**What to do**
For each record that follows, restate the text exactly and drop the pictures.

################

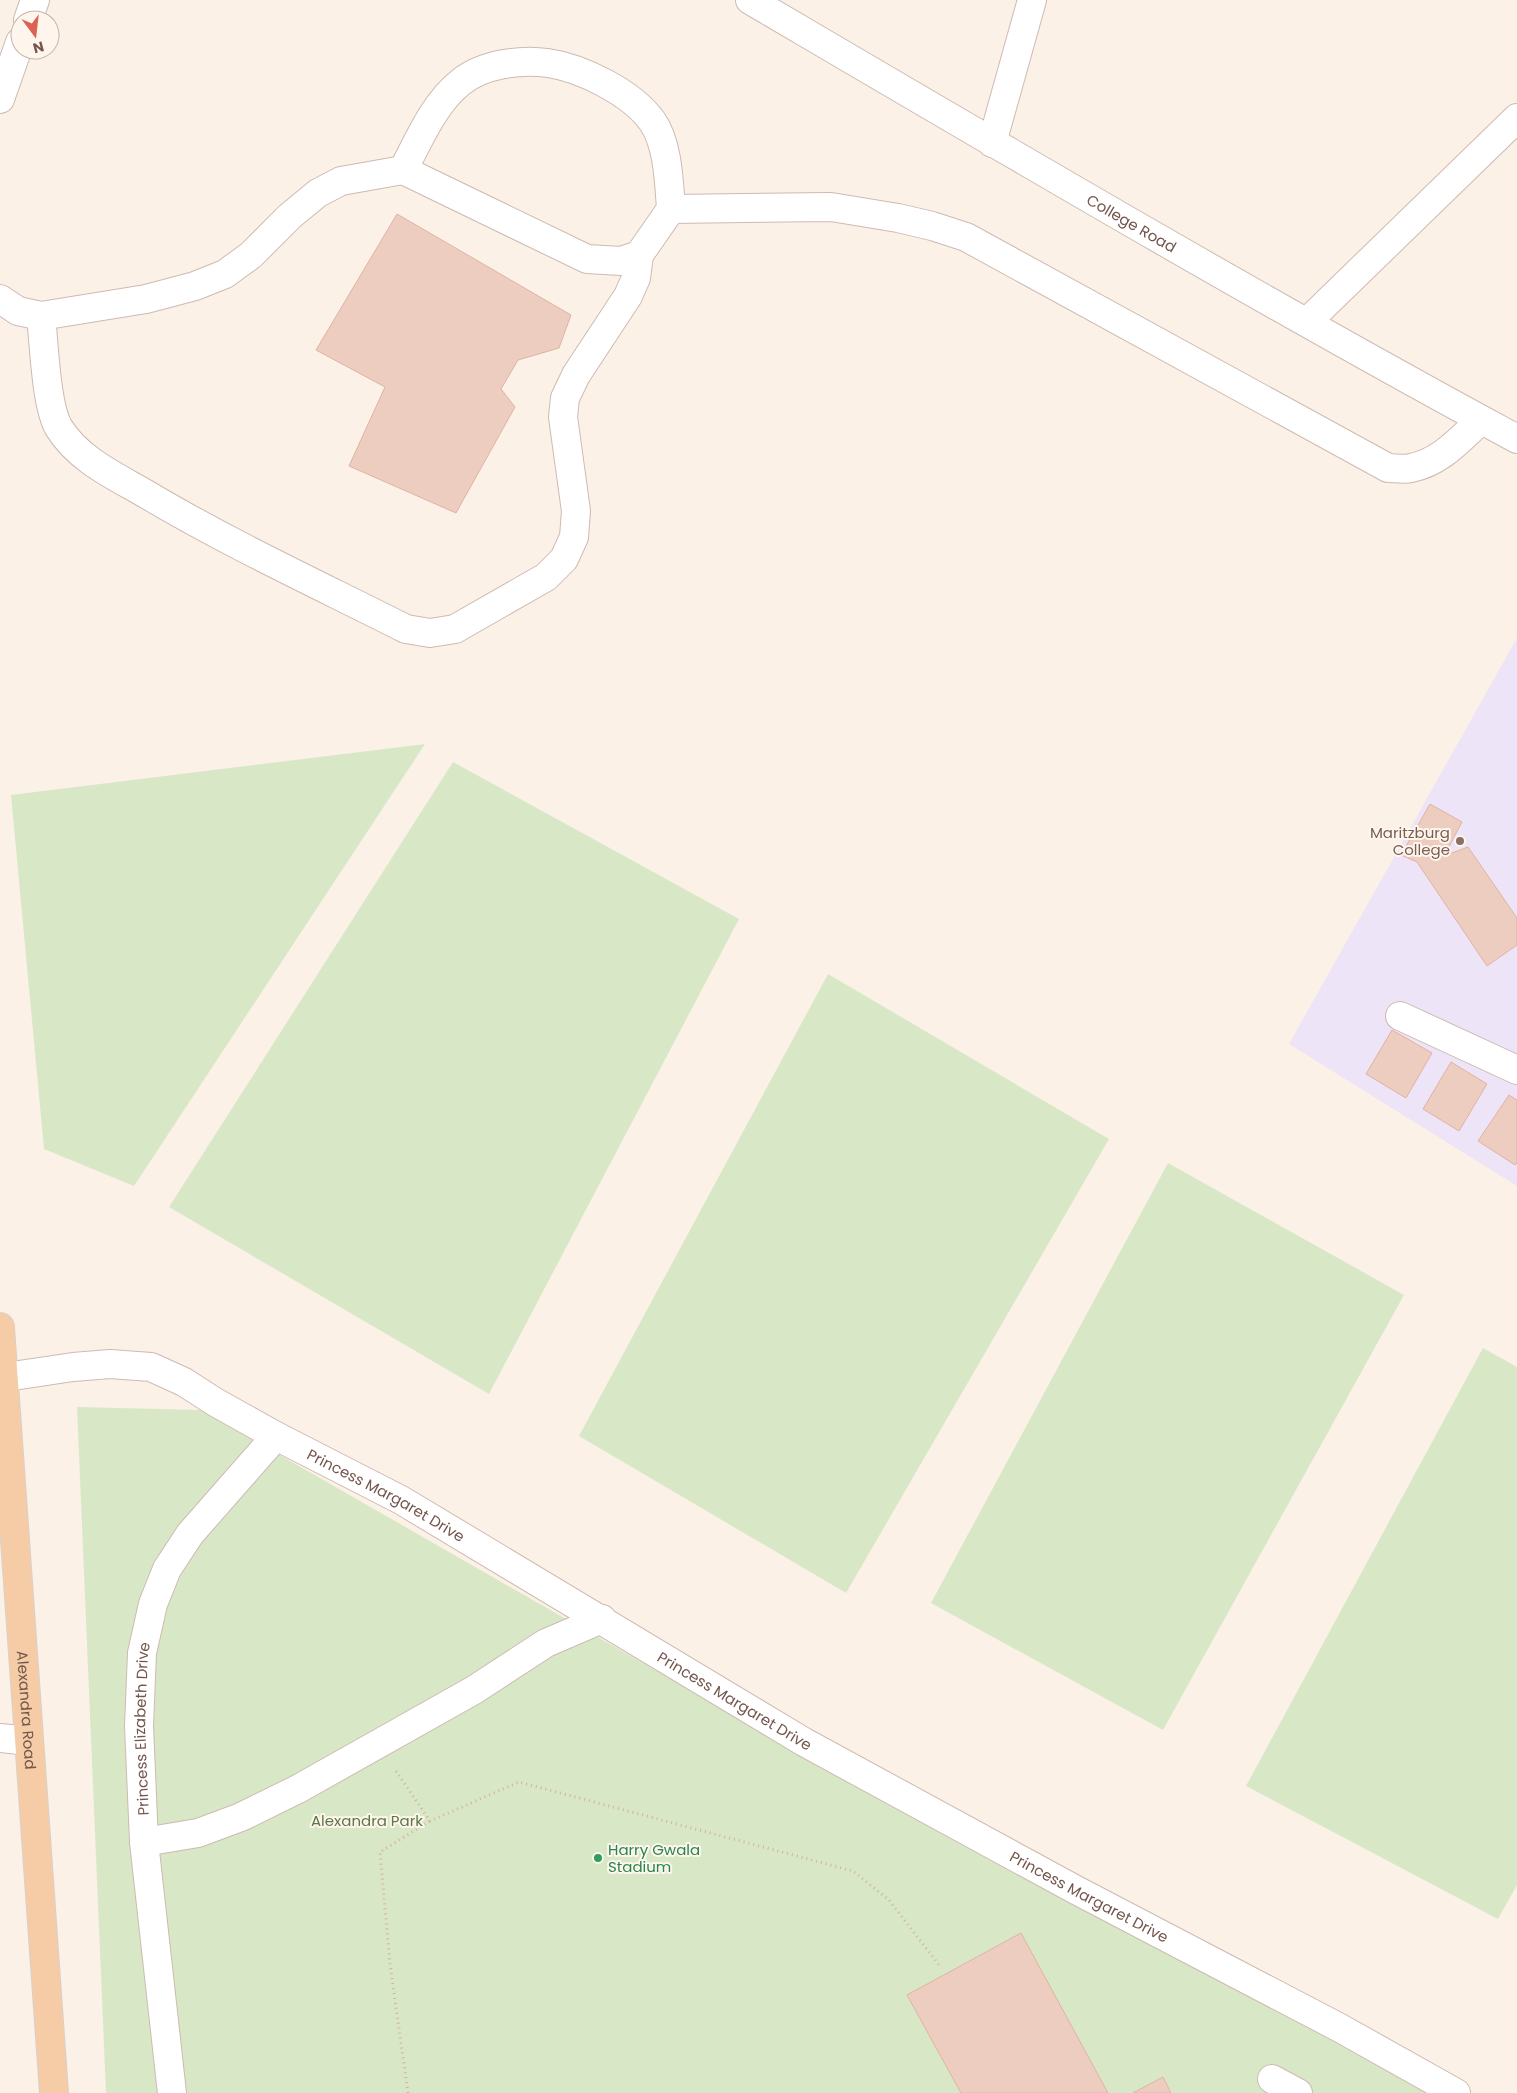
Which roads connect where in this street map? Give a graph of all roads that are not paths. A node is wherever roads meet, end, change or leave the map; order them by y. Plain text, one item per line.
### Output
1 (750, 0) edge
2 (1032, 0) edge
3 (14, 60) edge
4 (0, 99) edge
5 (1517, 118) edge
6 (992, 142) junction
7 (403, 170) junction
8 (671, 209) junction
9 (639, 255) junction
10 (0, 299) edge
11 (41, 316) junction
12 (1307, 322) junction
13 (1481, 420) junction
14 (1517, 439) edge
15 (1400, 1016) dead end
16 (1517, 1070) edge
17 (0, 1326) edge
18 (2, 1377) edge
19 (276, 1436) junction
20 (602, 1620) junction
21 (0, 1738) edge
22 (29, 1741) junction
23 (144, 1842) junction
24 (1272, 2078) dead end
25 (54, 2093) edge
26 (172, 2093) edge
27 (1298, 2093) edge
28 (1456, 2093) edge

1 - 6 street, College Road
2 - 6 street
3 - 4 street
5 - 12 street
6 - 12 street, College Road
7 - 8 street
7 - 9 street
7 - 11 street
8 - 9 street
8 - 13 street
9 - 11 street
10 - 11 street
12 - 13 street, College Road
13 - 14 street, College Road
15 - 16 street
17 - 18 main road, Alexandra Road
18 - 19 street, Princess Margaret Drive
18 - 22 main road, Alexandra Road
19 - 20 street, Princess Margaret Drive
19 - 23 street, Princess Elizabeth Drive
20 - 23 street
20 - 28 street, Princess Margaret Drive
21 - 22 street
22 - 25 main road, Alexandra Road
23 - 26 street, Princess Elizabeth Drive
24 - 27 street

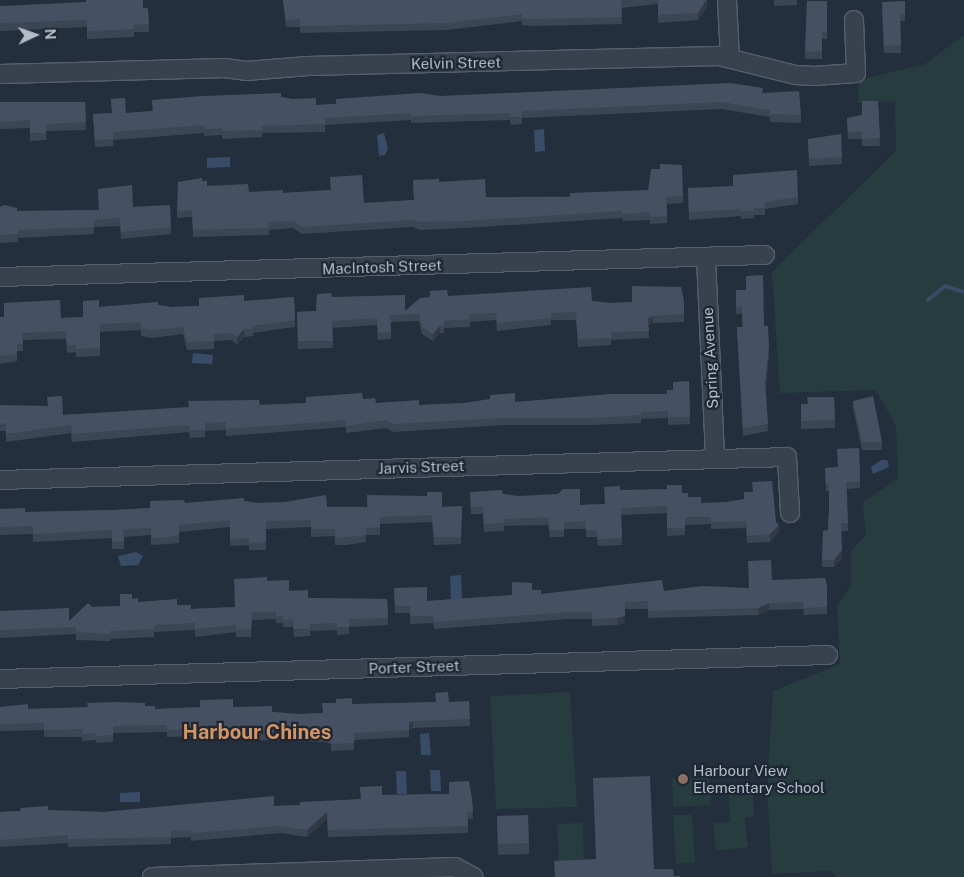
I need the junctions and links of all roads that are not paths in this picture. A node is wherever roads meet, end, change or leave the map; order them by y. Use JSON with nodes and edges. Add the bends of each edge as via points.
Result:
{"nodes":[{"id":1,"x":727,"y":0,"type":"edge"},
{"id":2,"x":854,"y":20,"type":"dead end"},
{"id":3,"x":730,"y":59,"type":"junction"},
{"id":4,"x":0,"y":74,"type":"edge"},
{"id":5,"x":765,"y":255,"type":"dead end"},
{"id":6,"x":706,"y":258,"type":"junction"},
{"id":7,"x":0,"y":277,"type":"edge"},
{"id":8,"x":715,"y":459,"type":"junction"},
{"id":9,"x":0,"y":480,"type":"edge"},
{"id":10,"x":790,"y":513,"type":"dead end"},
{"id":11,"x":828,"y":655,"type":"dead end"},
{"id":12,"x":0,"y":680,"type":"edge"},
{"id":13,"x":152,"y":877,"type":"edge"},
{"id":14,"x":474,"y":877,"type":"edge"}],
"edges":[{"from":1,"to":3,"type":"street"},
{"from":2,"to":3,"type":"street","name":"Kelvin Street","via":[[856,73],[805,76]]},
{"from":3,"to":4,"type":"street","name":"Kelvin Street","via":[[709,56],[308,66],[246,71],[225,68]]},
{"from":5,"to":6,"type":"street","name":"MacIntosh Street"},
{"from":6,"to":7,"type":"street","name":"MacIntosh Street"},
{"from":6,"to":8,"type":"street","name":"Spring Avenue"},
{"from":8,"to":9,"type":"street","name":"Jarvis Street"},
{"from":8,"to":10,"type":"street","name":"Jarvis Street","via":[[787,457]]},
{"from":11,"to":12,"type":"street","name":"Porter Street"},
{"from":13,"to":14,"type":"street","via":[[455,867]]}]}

################

**Answer below**
Which roads connect where in this street map? Give a graph of all roads that are not paths. A node is wherever roads meet, end, change or leave the map; order them by y. Plain text, one item per line.
### Output
1 (750, 0) edge
2 (1032, 0) edge
3 (14, 60) edge
4 (0, 99) edge
5 (1517, 118) edge
6 (992, 142) junction
7 (403, 170) junction
8 (671, 209) junction
9 (639, 255) junction
10 (0, 299) edge
11 (41, 316) junction
12 (1307, 322) junction
13 (1481, 420) junction
14 (1517, 439) edge
15 (1400, 1016) dead end
16 (1517, 1070) edge
17 (0, 1326) edge
18 (2, 1377) edge
19 (276, 1436) junction
20 (602, 1620) junction
21 (0, 1738) edge
22 (29, 1741) junction
23 (144, 1842) junction
24 (1272, 2078) dead end
25 (54, 2093) edge
26 (172, 2093) edge
27 (1298, 2093) edge
28 (1456, 2093) edge

1 - 6 street, College Road
2 - 6 street
3 - 4 street
5 - 12 street
6 - 12 street, College Road
7 - 8 street
7 - 9 street
7 - 11 street
8 - 9 street
8 - 13 street
9 - 11 street
10 - 11 street
12 - 13 street, College Road
13 - 14 street, College Road
15 - 16 street
17 - 18 main road, Alexandra Road
18 - 19 street, Princess Margaret Drive
18 - 22 main road, Alexandra Road
19 - 20 street, Princess Margaret Drive
19 - 23 street, Princess Elizabeth Drive
20 - 23 street
20 - 28 street, Princess Margaret Drive
21 - 22 street
22 - 25 main road, Alexandra Road
23 - 26 street, Princess Elizabeth Drive
24 - 27 street

I need the junctions and links of all roads that are not paths in this picture. A node is wherever roads meet, end, change or leave the map; order them by y. Use JSON with nodes and edges. Add the bends of each edge as via points.
Result:
{"nodes":[{"id":1,"x":727,"y":0,"type":"edge"},
{"id":2,"x":854,"y":20,"type":"dead end"},
{"id":3,"x":730,"y":59,"type":"junction"},
{"id":4,"x":0,"y":74,"type":"edge"},
{"id":5,"x":765,"y":255,"type":"dead end"},
{"id":6,"x":706,"y":258,"type":"junction"},
{"id":7,"x":0,"y":277,"type":"edge"},
{"id":8,"x":715,"y":459,"type":"junction"},
{"id":9,"x":0,"y":480,"type":"edge"},
{"id":10,"x":790,"y":513,"type":"dead end"},
{"id":11,"x":828,"y":655,"type":"dead end"},
{"id":12,"x":0,"y":680,"type":"edge"},
{"id":13,"x":152,"y":877,"type":"edge"},
{"id":14,"x":474,"y":877,"type":"edge"}],
"edges":[{"from":1,"to":3,"type":"street"},
{"from":2,"to":3,"type":"street","name":"Kelvin Street","via":[[856,73],[805,76]]},
{"from":3,"to":4,"type":"street","name":"Kelvin Street","via":[[709,56],[308,66],[246,71],[225,68]]},
{"from":5,"to":6,"type":"street","name":"MacIntosh Street"},
{"from":6,"to":7,"type":"street","name":"MacIntosh Street"},
{"from":6,"to":8,"type":"street","name":"Spring Avenue"},
{"from":8,"to":9,"type":"street","name":"Jarvis Street"},
{"from":8,"to":10,"type":"street","name":"Jarvis Street","via":[[787,457]]},
{"from":11,"to":12,"type":"street","name":"Porter Street"},
{"from":13,"to":14,"type":"street","via":[[455,867]]}]}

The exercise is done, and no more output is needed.